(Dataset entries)
● ● ● ●
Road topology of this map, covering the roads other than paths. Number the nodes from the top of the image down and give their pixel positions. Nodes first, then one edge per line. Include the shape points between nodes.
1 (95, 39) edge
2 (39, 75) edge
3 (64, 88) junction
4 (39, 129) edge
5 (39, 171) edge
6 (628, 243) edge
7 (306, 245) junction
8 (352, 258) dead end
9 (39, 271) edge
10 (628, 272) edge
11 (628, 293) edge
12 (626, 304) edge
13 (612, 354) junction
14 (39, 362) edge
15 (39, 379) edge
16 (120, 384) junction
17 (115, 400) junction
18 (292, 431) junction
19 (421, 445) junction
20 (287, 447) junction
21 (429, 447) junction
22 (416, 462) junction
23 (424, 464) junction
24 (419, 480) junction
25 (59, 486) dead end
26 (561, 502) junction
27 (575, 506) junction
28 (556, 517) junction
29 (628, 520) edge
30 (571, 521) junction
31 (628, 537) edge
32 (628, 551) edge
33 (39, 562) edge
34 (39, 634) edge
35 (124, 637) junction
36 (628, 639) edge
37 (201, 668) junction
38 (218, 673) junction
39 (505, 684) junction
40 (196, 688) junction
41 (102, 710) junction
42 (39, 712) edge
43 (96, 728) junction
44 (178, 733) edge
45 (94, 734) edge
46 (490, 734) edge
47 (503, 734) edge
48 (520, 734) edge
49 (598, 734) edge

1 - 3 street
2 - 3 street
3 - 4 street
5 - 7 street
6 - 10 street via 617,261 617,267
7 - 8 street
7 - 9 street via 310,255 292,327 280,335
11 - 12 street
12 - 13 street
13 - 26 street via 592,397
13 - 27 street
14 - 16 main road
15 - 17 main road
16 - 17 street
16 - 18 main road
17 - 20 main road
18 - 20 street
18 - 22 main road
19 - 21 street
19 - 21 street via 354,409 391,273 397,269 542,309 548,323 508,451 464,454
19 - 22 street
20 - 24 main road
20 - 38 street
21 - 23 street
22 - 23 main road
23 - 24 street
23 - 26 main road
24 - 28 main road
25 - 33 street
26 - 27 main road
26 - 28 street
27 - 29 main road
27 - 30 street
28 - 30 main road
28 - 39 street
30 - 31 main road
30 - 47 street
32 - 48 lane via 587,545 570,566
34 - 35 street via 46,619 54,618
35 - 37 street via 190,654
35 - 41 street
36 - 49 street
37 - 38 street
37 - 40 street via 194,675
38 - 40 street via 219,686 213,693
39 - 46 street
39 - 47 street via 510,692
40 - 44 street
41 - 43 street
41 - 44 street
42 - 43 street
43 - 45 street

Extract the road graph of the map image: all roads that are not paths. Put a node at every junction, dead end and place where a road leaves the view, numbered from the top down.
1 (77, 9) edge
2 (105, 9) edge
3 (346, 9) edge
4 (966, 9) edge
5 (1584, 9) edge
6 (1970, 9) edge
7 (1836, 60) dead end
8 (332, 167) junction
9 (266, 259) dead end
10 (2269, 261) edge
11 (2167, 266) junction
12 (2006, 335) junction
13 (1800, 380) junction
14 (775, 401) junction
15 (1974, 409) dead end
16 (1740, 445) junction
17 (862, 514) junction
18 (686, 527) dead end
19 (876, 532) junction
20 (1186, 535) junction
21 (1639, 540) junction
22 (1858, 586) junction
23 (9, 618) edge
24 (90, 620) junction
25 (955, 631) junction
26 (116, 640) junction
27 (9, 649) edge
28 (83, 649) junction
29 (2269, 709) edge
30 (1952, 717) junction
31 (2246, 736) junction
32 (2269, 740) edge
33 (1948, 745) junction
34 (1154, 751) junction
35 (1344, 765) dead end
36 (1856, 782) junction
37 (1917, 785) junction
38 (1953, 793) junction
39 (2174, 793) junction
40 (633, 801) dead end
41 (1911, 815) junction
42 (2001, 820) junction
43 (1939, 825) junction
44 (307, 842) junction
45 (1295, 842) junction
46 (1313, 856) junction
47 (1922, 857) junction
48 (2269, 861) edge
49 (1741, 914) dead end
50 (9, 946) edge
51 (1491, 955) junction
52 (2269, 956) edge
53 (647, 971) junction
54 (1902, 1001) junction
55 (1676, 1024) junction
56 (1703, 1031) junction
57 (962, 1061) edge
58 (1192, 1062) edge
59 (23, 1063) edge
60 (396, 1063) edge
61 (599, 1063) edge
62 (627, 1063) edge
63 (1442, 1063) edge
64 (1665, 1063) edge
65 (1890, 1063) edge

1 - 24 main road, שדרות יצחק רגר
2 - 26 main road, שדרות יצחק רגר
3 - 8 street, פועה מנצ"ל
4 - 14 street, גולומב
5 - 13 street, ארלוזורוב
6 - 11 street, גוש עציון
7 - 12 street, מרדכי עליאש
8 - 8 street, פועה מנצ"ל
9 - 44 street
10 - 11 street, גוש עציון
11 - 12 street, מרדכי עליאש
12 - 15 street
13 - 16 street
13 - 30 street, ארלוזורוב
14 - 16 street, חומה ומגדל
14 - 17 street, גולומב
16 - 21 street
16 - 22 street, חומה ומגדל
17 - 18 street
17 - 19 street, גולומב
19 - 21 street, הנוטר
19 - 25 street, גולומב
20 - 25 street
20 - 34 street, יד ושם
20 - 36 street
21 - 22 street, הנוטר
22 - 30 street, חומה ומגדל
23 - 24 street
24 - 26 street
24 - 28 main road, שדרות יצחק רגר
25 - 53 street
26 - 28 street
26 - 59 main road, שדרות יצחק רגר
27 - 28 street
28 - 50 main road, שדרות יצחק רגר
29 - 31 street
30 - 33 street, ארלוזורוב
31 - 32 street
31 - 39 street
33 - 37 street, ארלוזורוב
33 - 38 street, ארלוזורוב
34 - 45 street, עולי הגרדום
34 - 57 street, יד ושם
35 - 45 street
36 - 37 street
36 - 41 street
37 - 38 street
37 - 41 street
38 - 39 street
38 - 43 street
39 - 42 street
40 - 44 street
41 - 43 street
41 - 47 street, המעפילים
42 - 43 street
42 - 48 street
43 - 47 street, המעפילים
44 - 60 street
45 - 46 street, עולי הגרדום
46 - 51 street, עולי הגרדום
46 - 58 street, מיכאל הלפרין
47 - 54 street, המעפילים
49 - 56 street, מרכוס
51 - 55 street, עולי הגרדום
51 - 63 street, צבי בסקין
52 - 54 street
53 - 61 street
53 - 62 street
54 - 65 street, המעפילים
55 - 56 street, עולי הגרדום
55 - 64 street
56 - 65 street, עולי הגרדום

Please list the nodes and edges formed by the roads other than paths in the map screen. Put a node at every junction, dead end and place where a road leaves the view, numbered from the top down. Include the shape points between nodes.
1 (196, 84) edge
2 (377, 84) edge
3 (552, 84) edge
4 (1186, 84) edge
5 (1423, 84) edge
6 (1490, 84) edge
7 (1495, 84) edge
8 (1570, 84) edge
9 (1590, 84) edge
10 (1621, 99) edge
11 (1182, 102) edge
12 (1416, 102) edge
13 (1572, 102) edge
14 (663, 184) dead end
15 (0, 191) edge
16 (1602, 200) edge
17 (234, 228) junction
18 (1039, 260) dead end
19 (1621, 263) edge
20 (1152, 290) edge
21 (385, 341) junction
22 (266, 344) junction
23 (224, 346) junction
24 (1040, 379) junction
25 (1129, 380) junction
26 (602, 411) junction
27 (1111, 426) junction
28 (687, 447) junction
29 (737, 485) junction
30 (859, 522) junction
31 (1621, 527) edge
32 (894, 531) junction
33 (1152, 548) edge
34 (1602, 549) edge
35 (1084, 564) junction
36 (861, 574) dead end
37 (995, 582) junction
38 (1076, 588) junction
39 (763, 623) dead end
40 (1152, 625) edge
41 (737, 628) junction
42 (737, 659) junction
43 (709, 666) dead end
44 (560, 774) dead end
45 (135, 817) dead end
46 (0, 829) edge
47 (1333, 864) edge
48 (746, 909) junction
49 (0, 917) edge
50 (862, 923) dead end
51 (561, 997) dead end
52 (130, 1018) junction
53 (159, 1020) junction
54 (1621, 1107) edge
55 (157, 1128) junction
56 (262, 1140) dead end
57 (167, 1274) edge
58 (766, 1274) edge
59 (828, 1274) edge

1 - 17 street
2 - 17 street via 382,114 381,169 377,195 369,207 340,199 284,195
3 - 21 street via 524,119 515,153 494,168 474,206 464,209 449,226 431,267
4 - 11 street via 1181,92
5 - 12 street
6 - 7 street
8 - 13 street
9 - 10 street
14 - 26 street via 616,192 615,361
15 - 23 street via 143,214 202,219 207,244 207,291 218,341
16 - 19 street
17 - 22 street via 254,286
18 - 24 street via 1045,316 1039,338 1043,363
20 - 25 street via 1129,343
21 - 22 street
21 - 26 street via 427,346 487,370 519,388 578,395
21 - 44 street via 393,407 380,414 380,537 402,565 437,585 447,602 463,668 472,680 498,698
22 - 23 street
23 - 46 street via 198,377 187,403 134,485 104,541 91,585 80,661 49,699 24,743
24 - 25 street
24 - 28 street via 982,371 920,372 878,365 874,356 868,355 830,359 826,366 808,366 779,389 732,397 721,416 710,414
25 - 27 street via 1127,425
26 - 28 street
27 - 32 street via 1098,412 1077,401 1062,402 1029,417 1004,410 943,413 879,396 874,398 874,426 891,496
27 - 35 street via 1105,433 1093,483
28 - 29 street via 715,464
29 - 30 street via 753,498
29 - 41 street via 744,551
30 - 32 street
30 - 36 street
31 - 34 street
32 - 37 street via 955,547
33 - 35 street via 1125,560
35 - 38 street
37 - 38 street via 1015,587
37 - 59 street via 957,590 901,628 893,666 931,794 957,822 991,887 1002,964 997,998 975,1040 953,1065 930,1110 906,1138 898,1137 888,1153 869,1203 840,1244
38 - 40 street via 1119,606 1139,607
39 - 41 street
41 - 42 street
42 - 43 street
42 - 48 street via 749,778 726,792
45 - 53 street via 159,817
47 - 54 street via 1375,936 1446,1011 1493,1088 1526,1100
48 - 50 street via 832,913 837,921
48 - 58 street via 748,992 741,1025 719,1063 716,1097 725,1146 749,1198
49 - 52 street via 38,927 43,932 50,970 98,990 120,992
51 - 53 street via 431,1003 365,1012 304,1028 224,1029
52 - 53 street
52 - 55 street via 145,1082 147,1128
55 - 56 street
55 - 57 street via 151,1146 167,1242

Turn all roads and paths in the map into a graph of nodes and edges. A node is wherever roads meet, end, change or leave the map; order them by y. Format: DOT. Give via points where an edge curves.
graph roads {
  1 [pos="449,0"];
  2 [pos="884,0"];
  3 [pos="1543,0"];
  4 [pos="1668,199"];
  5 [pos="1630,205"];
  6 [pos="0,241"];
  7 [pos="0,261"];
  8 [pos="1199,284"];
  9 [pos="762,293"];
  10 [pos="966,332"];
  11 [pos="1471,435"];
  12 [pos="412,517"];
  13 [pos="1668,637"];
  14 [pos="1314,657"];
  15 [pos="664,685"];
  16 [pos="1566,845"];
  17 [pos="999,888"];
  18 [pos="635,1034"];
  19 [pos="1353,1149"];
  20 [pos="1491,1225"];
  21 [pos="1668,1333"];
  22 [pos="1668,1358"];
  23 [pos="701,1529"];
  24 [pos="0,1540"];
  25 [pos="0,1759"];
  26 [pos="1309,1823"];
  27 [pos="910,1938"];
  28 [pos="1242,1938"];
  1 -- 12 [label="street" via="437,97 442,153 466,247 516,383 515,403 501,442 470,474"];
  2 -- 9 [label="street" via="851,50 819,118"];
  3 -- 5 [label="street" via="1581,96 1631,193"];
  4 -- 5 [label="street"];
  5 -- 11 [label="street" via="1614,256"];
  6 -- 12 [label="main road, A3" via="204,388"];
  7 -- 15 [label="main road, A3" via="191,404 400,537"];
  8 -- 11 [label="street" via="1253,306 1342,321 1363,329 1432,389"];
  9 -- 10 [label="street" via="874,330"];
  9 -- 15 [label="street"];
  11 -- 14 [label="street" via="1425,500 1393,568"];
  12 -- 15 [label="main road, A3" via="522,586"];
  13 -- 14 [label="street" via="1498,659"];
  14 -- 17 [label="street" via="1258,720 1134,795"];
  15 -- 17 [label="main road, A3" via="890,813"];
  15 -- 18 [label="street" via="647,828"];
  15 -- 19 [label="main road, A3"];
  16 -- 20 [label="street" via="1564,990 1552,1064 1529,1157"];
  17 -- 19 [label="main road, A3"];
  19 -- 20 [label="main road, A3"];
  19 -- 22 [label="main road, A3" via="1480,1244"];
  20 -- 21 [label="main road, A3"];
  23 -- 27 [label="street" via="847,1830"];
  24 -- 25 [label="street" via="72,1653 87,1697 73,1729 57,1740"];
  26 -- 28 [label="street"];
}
● ● ● ●
(Requirement)
From the records above, copy each line where the word "מרדכי" can be found.

(Written reply)
7 - 12 street, מרדכי עליאש
11 - 12 street, מרדכי עליאש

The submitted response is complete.